What the task requires
Gather every line in the records below that contains the word "Cleveland".

Stored items:
>>>
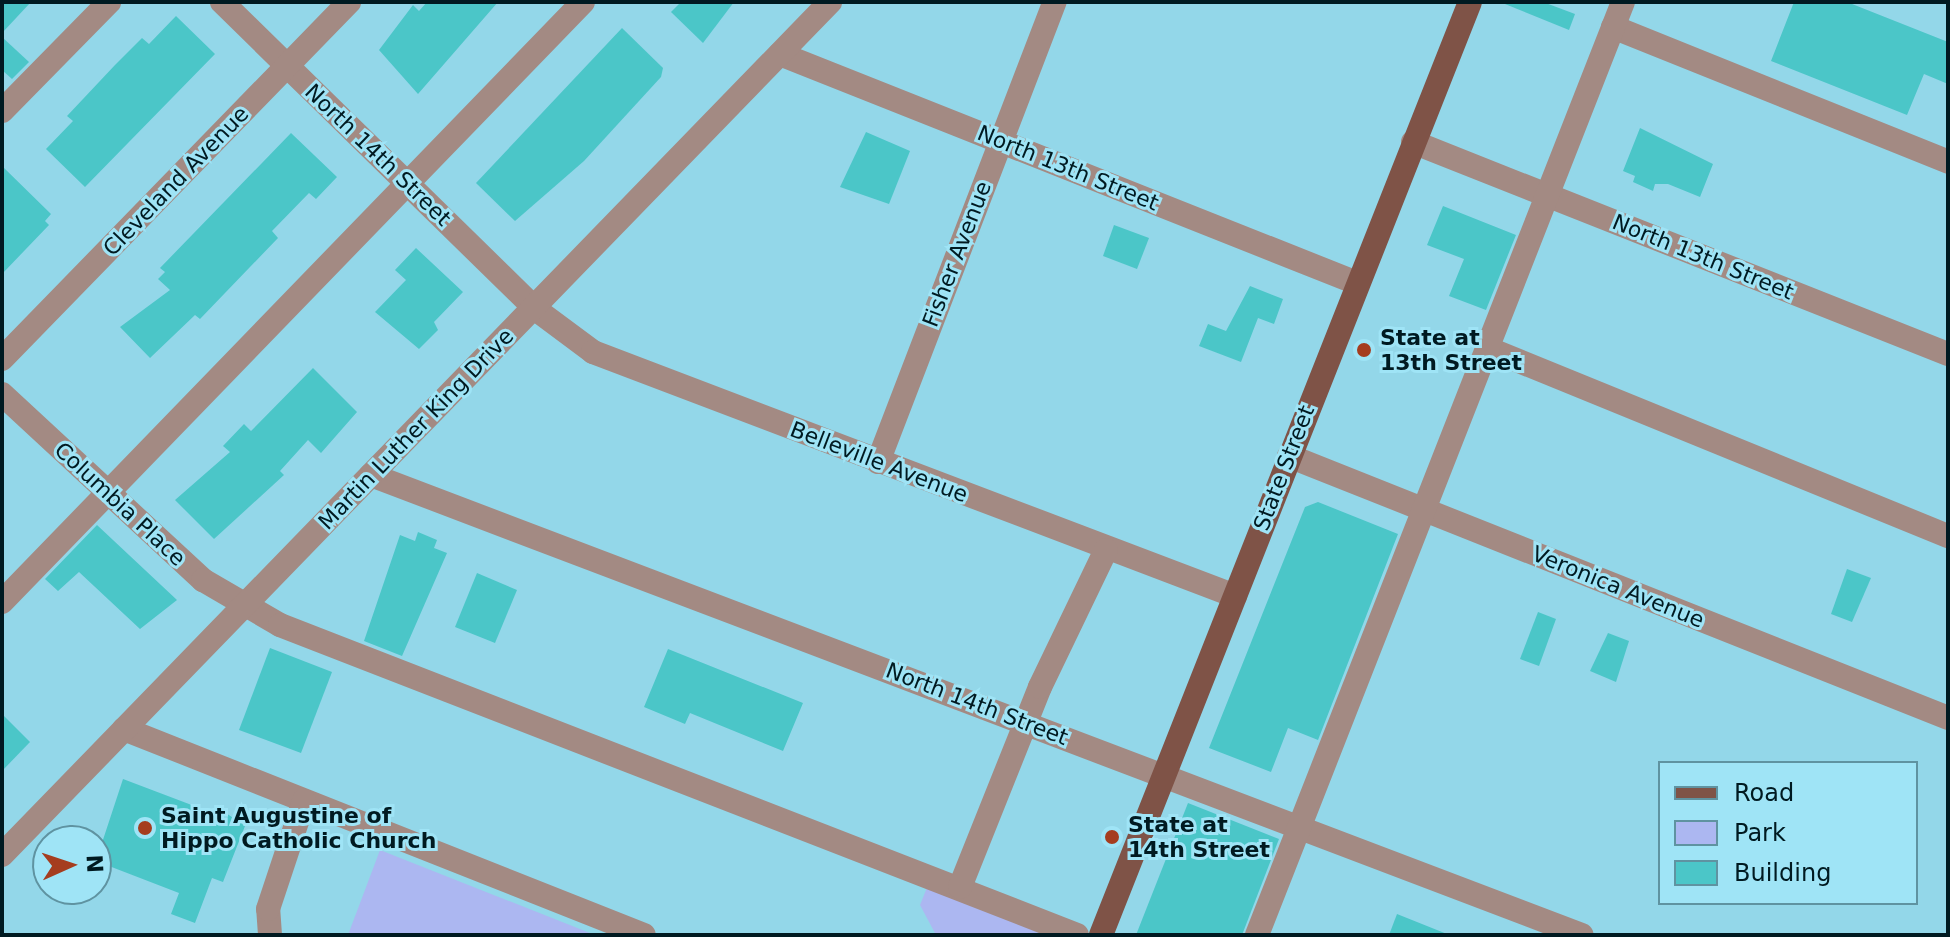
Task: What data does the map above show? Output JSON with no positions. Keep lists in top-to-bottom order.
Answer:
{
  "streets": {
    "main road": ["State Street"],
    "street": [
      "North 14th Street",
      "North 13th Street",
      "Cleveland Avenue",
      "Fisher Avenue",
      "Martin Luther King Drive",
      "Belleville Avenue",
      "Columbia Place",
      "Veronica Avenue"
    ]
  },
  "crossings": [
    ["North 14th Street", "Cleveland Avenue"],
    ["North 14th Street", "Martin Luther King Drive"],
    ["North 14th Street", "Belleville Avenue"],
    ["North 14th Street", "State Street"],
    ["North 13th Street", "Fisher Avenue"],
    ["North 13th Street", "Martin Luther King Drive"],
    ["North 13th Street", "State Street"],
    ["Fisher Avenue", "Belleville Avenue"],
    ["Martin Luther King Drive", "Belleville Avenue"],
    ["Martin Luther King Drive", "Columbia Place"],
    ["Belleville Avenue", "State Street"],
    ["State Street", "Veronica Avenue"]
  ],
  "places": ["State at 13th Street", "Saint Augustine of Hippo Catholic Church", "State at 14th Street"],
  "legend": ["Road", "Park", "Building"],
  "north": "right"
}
<<<
Answer for the task
      "Cleveland Avenue",
    ["North 14th Street", "Cleveland Avenue"],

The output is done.